La famille souche est en voie de disparition. Finis les foyers où parents, enfants, et grands-parents vivent sous le même toit. Ce que l’on a coutume d’appeler le cocon familial a tendance à rétrécir. Désormais, 65 % de toutes les familles sont des couples vivant avec leurs enfants ou des couples avec des enfants et des membres de la famille élargie. Un chiffre bas, très bas. Alors que les familles monoparentales augmentent, l’Organisation des nations unies (ONU) insiste sur la nécessité d’aider les plus vulnérables.

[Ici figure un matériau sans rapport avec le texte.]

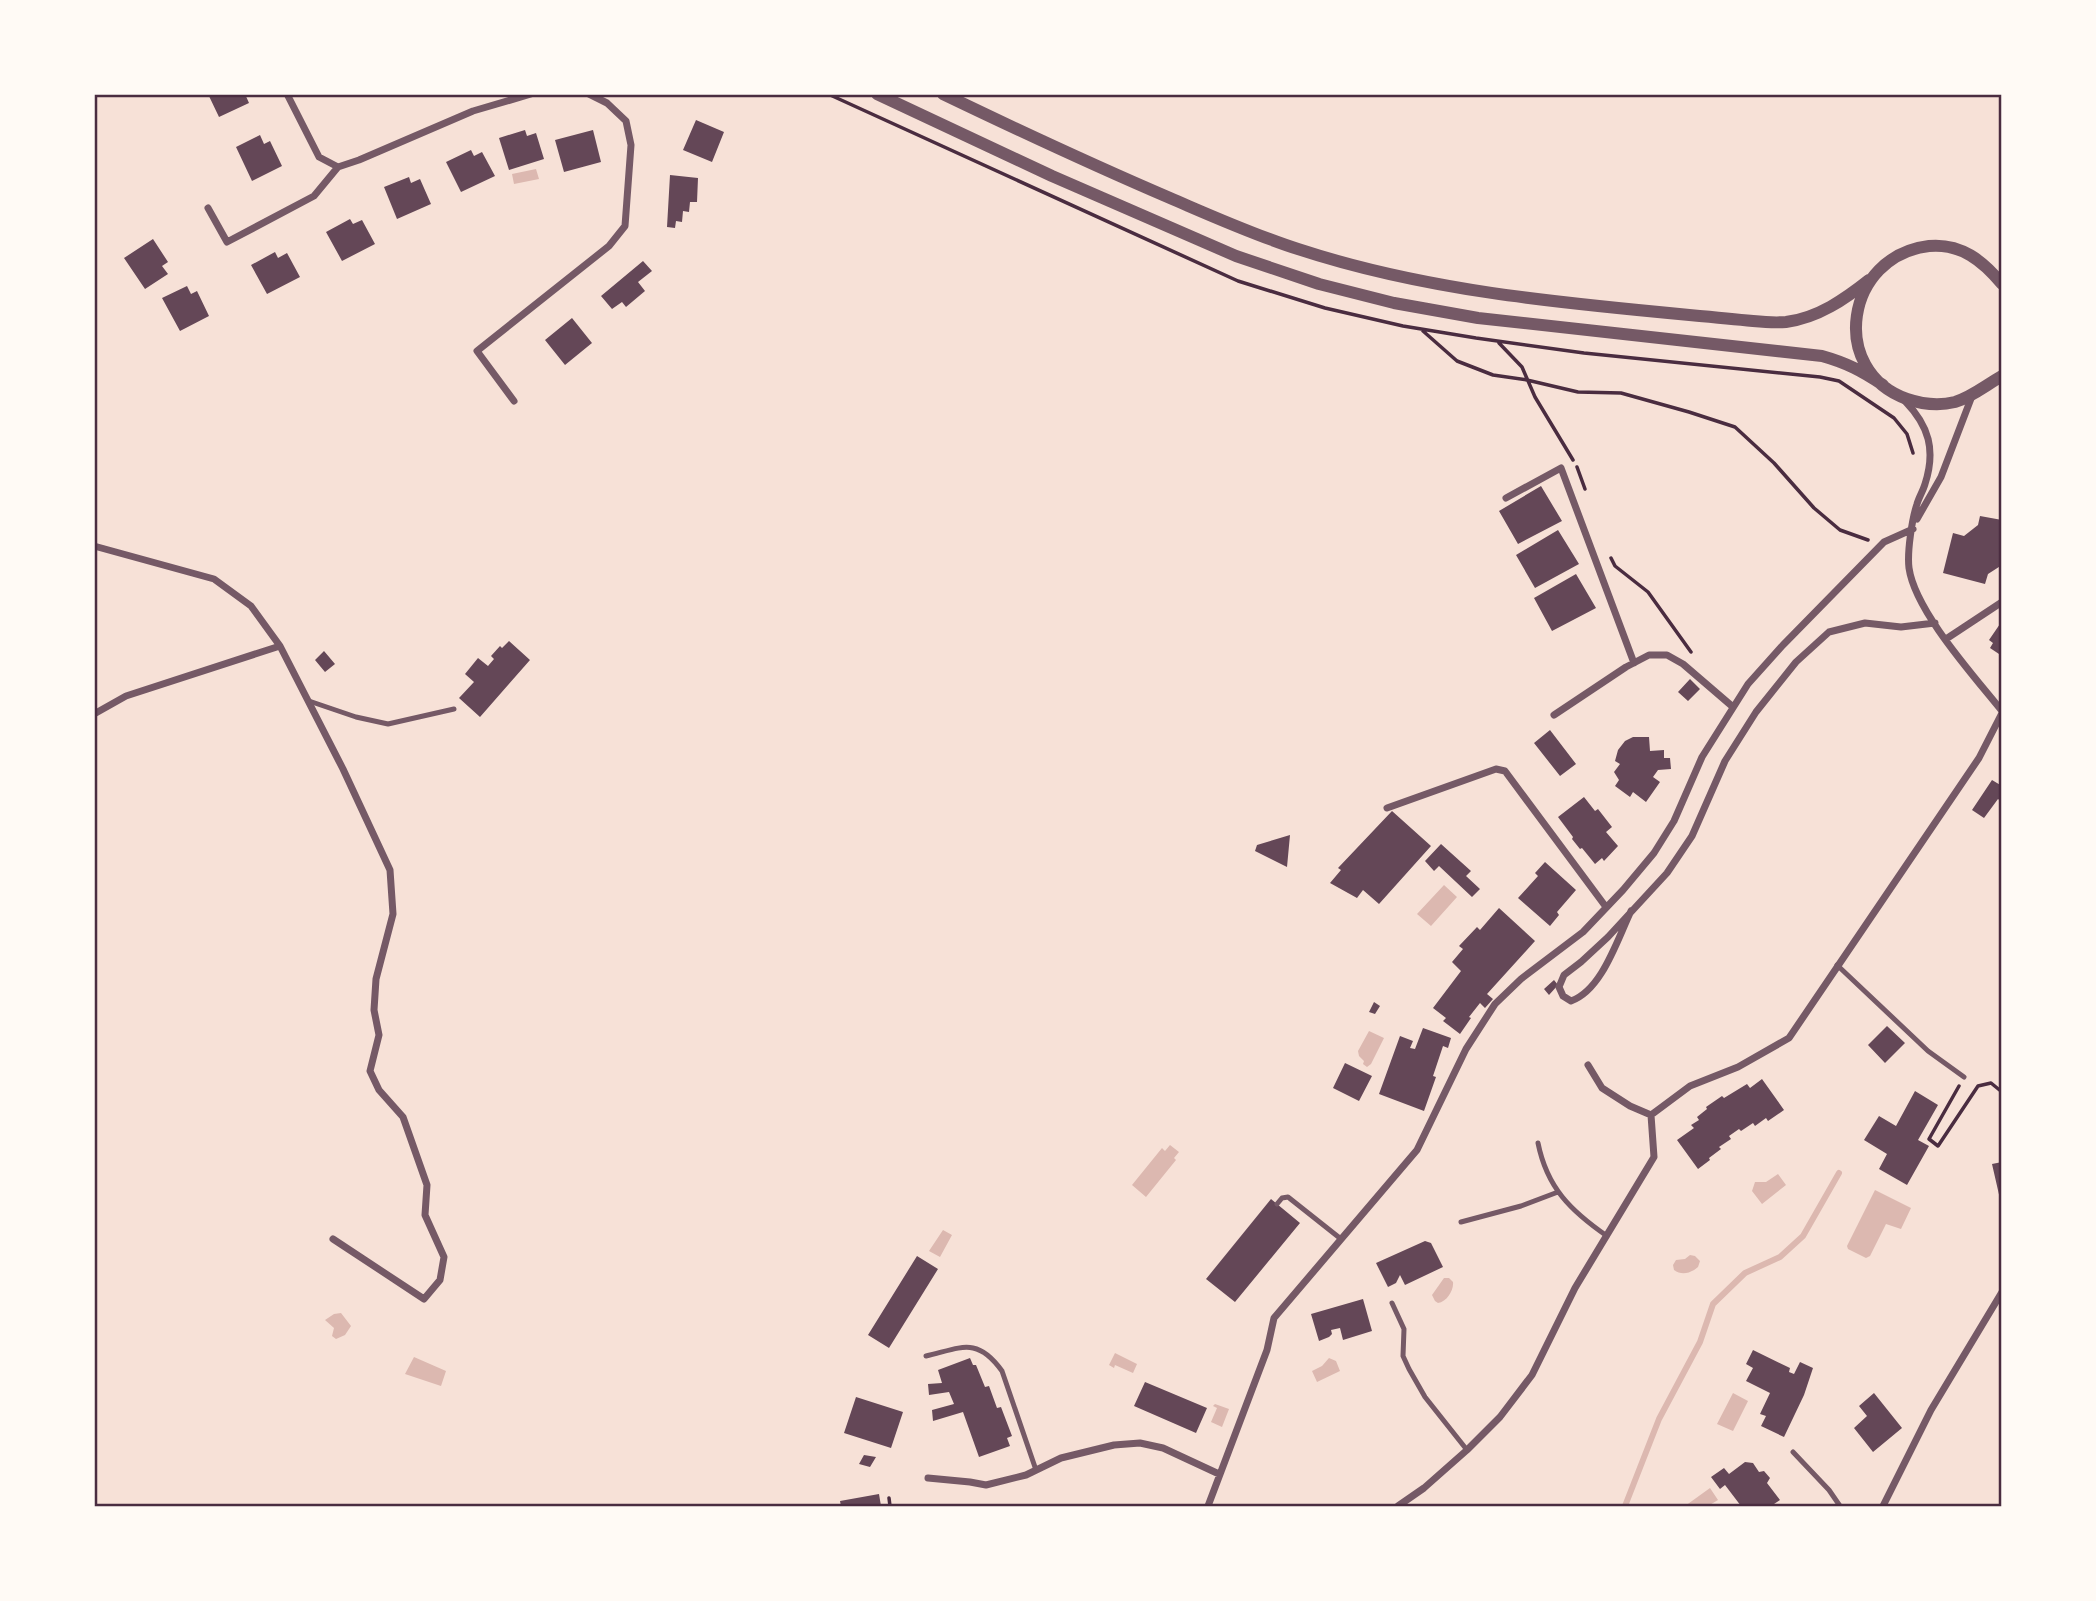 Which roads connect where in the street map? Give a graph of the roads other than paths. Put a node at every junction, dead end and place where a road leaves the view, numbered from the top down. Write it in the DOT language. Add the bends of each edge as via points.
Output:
graph roads {
  1 [pos="287,94"];
  2 [pos="531,94"];
  3 [pos="589,94"];
  4 [pos="877,94"];
  5 [pos="943,94"];
  6 [pos="338,167"];
  7 [pos="208,208"];
  8 [pos="1869,280"];
  9 [pos="2001,284"];
  10 [pos="2001,368"];
  11 [pos="2001,376"];
  12 [pos="1883,385"];
  13 [pos="1987,385"];
  14 [pos="1973,395"];
  15 [pos="1900,396"];
  16 [pos="514,401"];
  17 [pos="1506,498"];
  18 [pos="1913,529"];
  19 [pos="94,546"];
  20 [pos="2001,601"];
  21 [pos="1935,624"];
  22 [pos="1946,639"];
  23 [pos="280,646"];
  24 [pos="1634,663"];
  25 [pos="309,701"];
  26 [pos="1733,707"];
  27 [pos="454,709"];
  28 [pos="2001,712"];
  29 [pos="94,714"];
  30 [pos="1554,715"];
  31 [pos="1387,808"];
  32 [pos="1606,907"];
  33 [pos="1631,911"];
  34 [pos="1837,965"];
  35 [pos="1588,1065"];
  36 [pos="1964,1077"];
  37 [pos="1651,1115"];
  38 [pos="1538,1143"];
  39 [pos="1558,1192"];
  40 [pos="1277,1204"];
  41 [pos="1461,1222"];
  42 [pos="1607,1236"];
  43 [pos="333,1239"];
  44 [pos="1341,1239"];
  45 [pos="2001,1292"];
  46 [pos="1392,1303"];
  47 [pos="926,1356"];
  48 [pos="1467,1450"];
  49 [pos="1793,1452"];
  50 [pos="1036,1470"];
  51 [pos="1219,1474"];
  52 [pos="928,1478"];
  53 [pos="1208,1507"];
  54 [pos="1398,1507"];
  55 [pos="1840,1507"];
  56 [pos="1883,1507"];
  1 -- 6 [label="street" via="319,157"];
  2 -- 6 [label="street" via="472,111"];
  3 -- 16 [label="street" via="626,121 631,145 625,226 609,246 477,351"];
  4 -- 12 [label="street" via="1236,256 1319,284 1478,318 1822,356 1860,369"];
  5 -- 8 [label="street" via="1176,201 1297,249 1372,270 1474,290 1787,322 1842,301"];
  6 -- 7 [label="street" via="314,196 226,242"];
  8 -- 9 [label="street" via="1897,255 1934,246 1970,254 1989,267"];
  8 -- 12 [label="street" via="1858,305 1859,349"];
  10 -- 13 [label="street"];
  11 -- 13 [label="street"];
  12 -- 15 [label="street"];
  13 -- 14 [label="street"];
  14 -- 15 [label="street" via="1936,404"];
  14 -- 18 [label="street" via="1941,477"];
  15 -- 18 [label="street" via="1917,413 1929,449"];
  17 -- 24 [label="street" via="1561,468"];
  18 -- 21 [label="street" via="1909,569"];
  18 -- 26 [label="street" via="1884,542 1783,645"];
  19 -- 23 [label="street" via="214,579 251,606"];
  20 -- 22 [label="street"];
  21 -- 22 [label="street"];
  21 -- 33 [label="street" via="1865,623 1829,632 1796,662 1725,761 1692,836 1667,873"];
  22 -- 28 [label="street"];
  23 -- 25 [label="street"];
  23 -- 29 [label="street" via="126,696"];
  24 -- 26 [label="street" via="1649,655 1667,655"];
  24 -- 30 [label="street"];
  25 -- 27 [label="lane" via="387,724"];
  25 -- 43 [label="street" via="390,870 393,914 376,979 374,1010 379,1035 370,1071 379,1090 403,1117 418,1154 427,1185 425,1215 444,1257 440,1280 424,1299"];
  26 -- 32 [label="street" via="1654,853"];
  28 -- 34 [label="street" via="1979,758"];
  31 -- 32 [label="street" via="1496,769 1504,771"];
  32 -- 44 [label="street" via="1583,932 1495,1004 1466,1049 1418,1150"];
  33 -- 33 [label="street" via="1563,975 1559,986 1563,996 1571,1001 1581,998 1594,985"];
  34 -- 36 [label="lane" via="1928,1051"];
  34 -- 37 [label="street" via="1789,1038 1738,1067 1690,1086"];
  35 -- 37 [label="street" via="1602,1088"];
  37 -- 42 [label="street" via="1654,1157"];
  38 -- 39 [label="lane" via="1542,1163"];
  39 -- 41 [label="lane"];
  39 -- 42 [label="lane" via="1580,1217"];
  40 -- 44 [label="lane" via="1289,1197"];
  42 -- 48 [label="street" via="1532,1375"];
  44 -- 51 [label="street" via="1274,1318"];
  45 -- 56 [label="street" via="1931,1410"];
  46 -- 48 [label="lane" via="1404,1329 1403,1356 1409,1369 1424,1397"];
  47 -- 50 [label="lane" via="967,1347 987,1352 995,1360"];
  48 -- 54 [label="street"];
  49 -- 55 [label="lane"];
  50 -- 51 [label="street" via="1061,1458 1140,1443 1163,1448"];
  50 -- 52 [label="street" via="986,1485"];
  51 -- 53 [label="street"];
}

Protéger les familles vulnérables
La covid-19 touche potentiellement tout le monde. Bien entendu, la crise sanitaire que nous vivons depuis quelques mois affecte lourdement les familles déjà fragilisées. Pour elles, c’est la double peine. C’est pourquoi l’ONU a pris à bras-le-corps la question et plaide pour des politiques de soutien : « Le soutien aux familles vulnérables, y compris celles qui ont perdu leurs revenus, qui ont des enfants en bas âge, les personnes âgées et les personnes handicapées, est plus nécessaire que jamais », a déclaré l’Organisation.

Cibler les femmes
Concilier vie professionnelle et vie familiale relève parfois du défi pour ces femmes qui continuent en grande majorité à assumer les tâches domestiques. La fameuse double journée de travail doit être prise au sérieux, l’ONU prône l’idée de mener des politiques qui soient en faveur de cette égalité hommes femmes : « Il existe une réelle opportunité de repenser et de transformer la façon dont nos économies et nos sociétés fonctionnent pour promouvoir une plus grande égalité pour tous », ont souligné les Nations unies. Et pour cela, le programme de Pékin a tout de la boussole idéale. Mais lente. Le programme est apparu en 1995. Son objectif : « S’il est mis en application, le Programme d’Action doit permettre d’améliorer l’autonomisation sociale, économique et politique de la femme, sa santé et son accès à l’éducation et doit promouvoir ses droits génésiques (relatifs à la génération, à la procréation). Le plan d’action établit des objectifs au délai imposé, invitant les nations à mener des actions concrètes dans des domaines comme la santé, l’éducation, la prise de décision et les réformes légales. Le but de ce plan d’action est d’éliminer toute forme de discrimination envers les femmes, en public comme en privé. » Loin du compte.